Let us begin by summarizing our results over the first half of the year and provide you with an update on activity at Dynamic Fuels, our joint venture with Tyson Foods.

The commissioning of the Geismar Plant is 40% complete and the project remains on budget. We expect full rate production in the third quarter. Jeff Bigger will provide more details in his update on Dynamic Fuels.

We have received the final payment from Sinopec for the relocation of the Catoosa Demonstration Facility to China. We have now received the full $20 million contract value.

The Department of Energy awarded us a $1 million demonstration contract to demonstrate the market potential for the phase change material and building envelopes such as wallboards and attic insulation. Phase change materials are compounds that melt at room temperature and are used to control the temperature inside a building and maybe sold at a substantial premium to our fuel products.

Oak Ridge National Laboratory has conducted a number of studies on phase material-enhanced building materials. These studies record a 35% to 40% reduction in building energy consumption. Our project will develop commercial applications for phase change materials that can be produced at our Geismar facility. The project is expected to be completed in the first quarter of 2012.

For the first six months ended June 30, 2010, the company reported operating income of $461,000 resulting from total revenues of $5.5 million and operating expenses of $5.1 million. This is compared to $12.3 million of operating income during the first six months of 2009 with $21.9 million of revenue and $9.6 million of operating expenses. Our total net loss for the six months ended June 30, 2010 was $622,000 compared to income of $7.4 million for the same period last year.

Finally, the company had a cash balance of $24.7 million at June 30th compared to $25 million at year-end 2009. We have a remaining commitment to Dynamic Fuels of $10 million.

I will now turn the call over to Jeff Bigger to update you on the status of Dynamic Fuels venture.

Jeff Bigger

Thank you, Karen. Today, I will update you on the status of the Geismar facility. Plant commissioning and startup is underway with commissioning 40% complete and on budget.

We have completed the following milestones in the commissioning process. The instrumentation and control has been commissioned. Feedstock has been delivered and is ready for processing. We commissioned all utility systems, including steam, water, nitrogen, and the flare. We commissioned the compression system. We have pressurized the reactor loop and are circulating hydrogen.

The major milestones left to complete include loading of some of the catalyst materials, processing of the feed, and commissioning of the fractionation system. We expect full rate production of fuels at the end of the third quarter 2010.

Let me now address our marketing activities. Regulatory mandates continue to be legislated around the world. These developments demonstrate increasing global demand for our products.

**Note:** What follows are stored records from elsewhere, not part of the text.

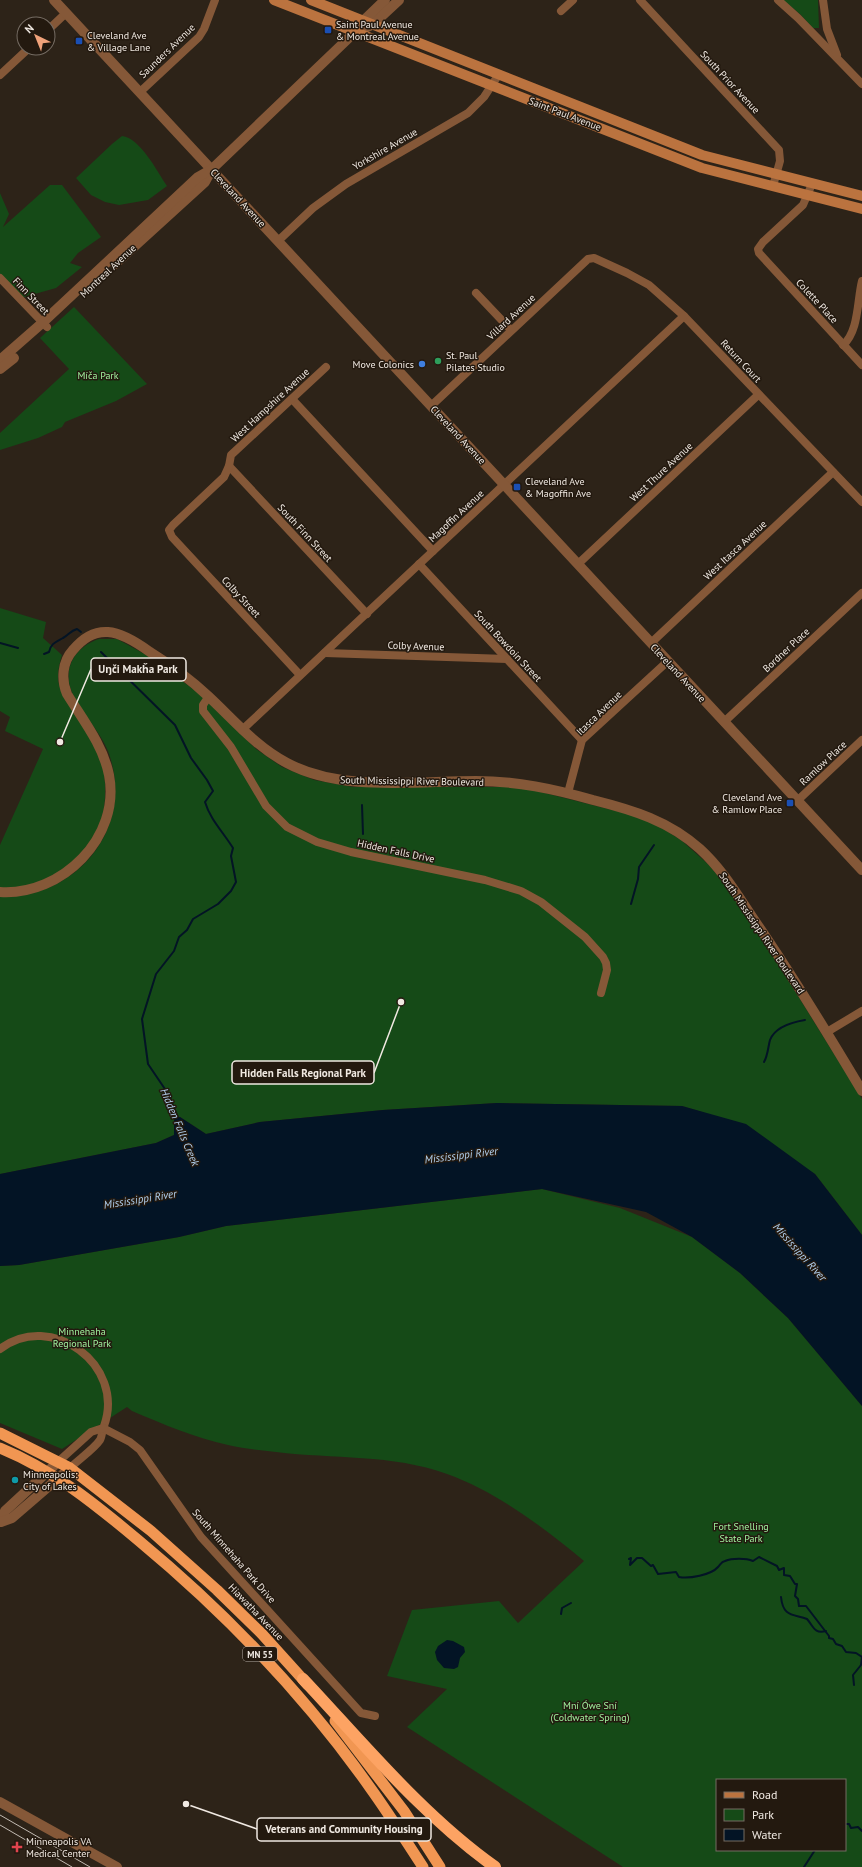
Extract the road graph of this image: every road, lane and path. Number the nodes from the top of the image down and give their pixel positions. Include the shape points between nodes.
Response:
1 (54, 0) edge
2 (215, 0) edge
3 (274, 0) edge
4 (311, 0) edge
5 (385, 0) edge
6 (399, 0) edge
7 (573, 0) edge
8 (640, 0) edge
9 (778, 0) edge
10 (823, 0) edge
11 (561, 11) dead end
12 (66, 13) junction
13 (56, 22) edge
14 (368, 23) junction
15 (355, 32) junction
16 (20, 56) edge
17 (841, 62) junction
18 (499, 74) junction
19 (0, 75) edge
20 (862, 84) edge
21 (492, 86) junction
22 (140, 92) junction
23 (212, 169) junction
24 (776, 174) junction
25 (812, 184) junction
26 (773, 186) junction
27 (808, 195) junction
28 (862, 196) edge
29 (862, 209) edge
30 (278, 241) junction
31 (588, 259) joint
32 (0, 278) edge
33 (862, 281) edge
34 (476, 293) dead end
35 (684, 316) junction
36 (45, 325) junction
37 (511, 330) junction
38 (843, 345) junction
39 (0, 360) edge
40 (862, 365) edge
41 (326, 367) dead end
42 (0, 369) edge
43 (758, 395) junction
44 (292, 399) junction
45 (431, 406) junction
46 (229, 466) junction
47 (833, 472) junction
48 (504, 484) junction
49 (862, 502) edge
50 (169, 530) joint
51 (433, 551) junction
52 (419, 564) junction
53 (578, 564) junction
54 (862, 593) edge
55 (367, 614) junction
56 (651, 643) junction
57 (324, 653) junction
58 (507, 659) junction
59 (668, 662) junction
60 (300, 676) junction
61 (209, 696) junction
62 (724, 722) junction
63 (242, 730) junction
64 (582, 740) junction
65 (862, 740) edge
66 (568, 793) junction
67 (798, 801) junction
68 (862, 869) edge
69 (0, 892) edge
70 (601, 993) dead end
71 (862, 1011) edge
72 (826, 1032) junction
73 (862, 1091) edge
74 (0, 1349) edge
75 (103, 1428) junction
76 (0, 1433) edge
77 (0, 1448) edge
78 (59, 1461) junction
79 (70, 1468) junction
80 (48, 1472) junction
81 (58, 1478) junction
82 (6, 1512) edge
83 (0, 1522) edge
84 (303, 1679) junction
85 (375, 1716) dead end
86 (0, 1802) edge
87 (117, 1867) edge
88 (423, 1867) edge
89 (440, 1867) edge
90 (494, 1867) edge

1 - 12 street, Cleveland Avenue
2 - 22 street, Saunders Avenue via 199,37
3 - 15 main road, Saint Paul Avenue
4 - 14 main road, Saint Paul Avenue
5 - 14 street, Montreal Avenue
6 - 14 street, Montreal Avenue
7 - 11 street
8 - 24 street, South Prior Avenue via 776,146 780,155
9 - 17 street
10 - 17 street via 827,29
12 - 13 street
12 - 22 street, Cleveland Avenue
14 - 15 street, Montreal Avenue
14 - 18 main road, Saint Paul Avenue
15 - 21 main road, Saint Paul Avenue
15 - 23 street, Montreal Avenue
16 - 19 street
17 - 20 street
18 - 21 street, Yorkshire Avenue
18 - 24 main road, Saint Paul Avenue via 702,155
21 - 26 main road, Saint Paul Avenue via 702,168
21 - 30 street, Yorkshire Avenue via 468,113 338,189 313,208
22 - 23 street, Cleveland Avenue
23 - 30 street, Cleveland Avenue
23 - 36 street, Montreal Avenue via 198,177
24 - 25 main road, Saint Paul Avenue
24 - 26 street, South Prior Avenue
25 - 27 street
25 - 28 main road, Saint Paul Avenue
26 - 27 main road, Saint Paul Avenue
27 - 29 main road, Saint Paul Avenue
27 - 38 street, Colette Place via 803,204 758,249
30 - 45 street, Cleveland Avenue
31 - 35 street, Return Court via 594,258 605,262 648,285
31 - 37 street, Villard Avenue
32 - 36 street, Finn Street
33 - 38 street via 854,330 850,339
34 - 37 street
35 - 43 street, Return Court
35 - 48 street, Magoffin Avenue
36 - 39 street, Montreal Avenue
36 - 42 street, Montreal Avenue
37 - 45 street, Villard Avenue
38 - 40 street, Colette Place
41 - 44 street, West Hampshire Avenue
43 - 47 street, Return Court
43 - 53 street, West Thure Avenue
44 - 46 street, West Hampshire Avenue via 231,455
44 - 51 street
45 - 48 street, Cleveland Avenue
46 - 50 street, West Hampshire Avenue via 224,477
46 - 55 street, South Finn Street
47 - 49 street, Return Court
47 - 56 street, West Itasca Avenue
48 - 51 street, Magoffin Avenue
48 - 53 street, Cleveland Avenue
50 - 60 street, Colby Street via 172,537
51 - 52 street, Magoffin Avenue
52 - 55 street, Magoffin Avenue
52 - 58 street, South Bowdoin Street
53 - 56 street, Cleveland Avenue
54 - 62 street, Bordner Place
55 - 57 street, Magoffin Avenue
56 - 59 street, Cleveland Avenue
57 - 58 street, Colby Avenue
57 - 60 street, Magoffin Avenue
58 - 64 street, South Bowdoin Street
59 - 62 street, Cleveland Avenue
59 - 64 street, Itasca Avenue
60 - 63 street, Magoffin Avenue
61 - 63 street, South Mississippi River Boulevard
61 - 69 street, South Mississippi River Boulevard via 190,679 142,646 116,634 93,634 80,642 69,654 64,686 99,745 106,762 110,795 107,818 97,841 86,856 67,872 43,884 17,891
61 - 70 street, Hidden Falls Drive via 203,705 204,711 231,747 266,806 287,827 317,842 351,852 485,880 522,891 542,902 585,937 603,957 607,970
62 - 67 street, Cleveland Avenue
63 - 66 street, South Mississippi River Boulevard via 286,763 312,774 337,780 500,782 538,786
64 - 66 street, Itasca Avenue
65 - 67 street, Ramlow Place
66 - 72 street, South Mississippi River Boulevard via 651,817 699,848 725,876 788,969
67 - 68 street, Cleveland Avenue
71 - 72 street
72 - 73 street, South Mississippi River Boulevard
74 - 75 street via 15,1340 39,1335 57,1339 80,1350 97,1366 105,1384 108,1399
75 - 78 street via 91,1432
75 - 79 street via 100,1440
75 - 85 street, South Minnehaha Park Drive via 140,1450 201,1536 361,1713
76 - 78 highway, Hiawatha Avenue / MN 55
77 - 80 highway, MN 55
78 - 79 highway, Hiawatha Avenue / MN 55
78 - 80 street
79 - 81 street
79 - 84 highway, Hiawatha Avenue / MN 55 via 181,1556 262,1634
80 - 81 highway, MN 55
80 - 82 street
81 - 82 street
81 - 88 highway, MN 55 via 88,1499 157,1556 238,1630 340,1747
82 - 83 street
84 - 89 highway, Hiawatha Avenue via 404,1811
84 - 90 highway, MN 55 via 410,1794
86 - 87 street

For instance, the EPA recently confirmed the 800 million gallon requirement for biomass-based diesel for 2011. This is a substantial increase over the 490 million gallons of biodiesel that were produced in the U.S. in 2009, as reported by the EPA.

In July, Argentina increased the biodiesel mandate from B5 to B7, which has had the impact of reducing their exports to Europe. The B5 mandate had been in place since the beginning of 2010. Brazil instituted a B5 blend requirement at the beginning of 2010, up from a B4 in 2009. And the Canadian provinces of British Columbia, Alberta, and Manitoba have all recently implemented biodiesel mandates, which range from 2% to 5%.

Our renewable diesel has greater ability to penetrate a broader range of markets at lower handling and transportation costs compared to biodiesel, because of its ability to utilize existing infrastructure. We are in the process of qualifying renewable diesel for shipment on pipelines, first in segregated batches and ultimately, as a blend with petroleum diesel. We expect approval for shipment on certain key pipelines in segregated batches by the end of this year and approval for shipments of blended batches in early 2011.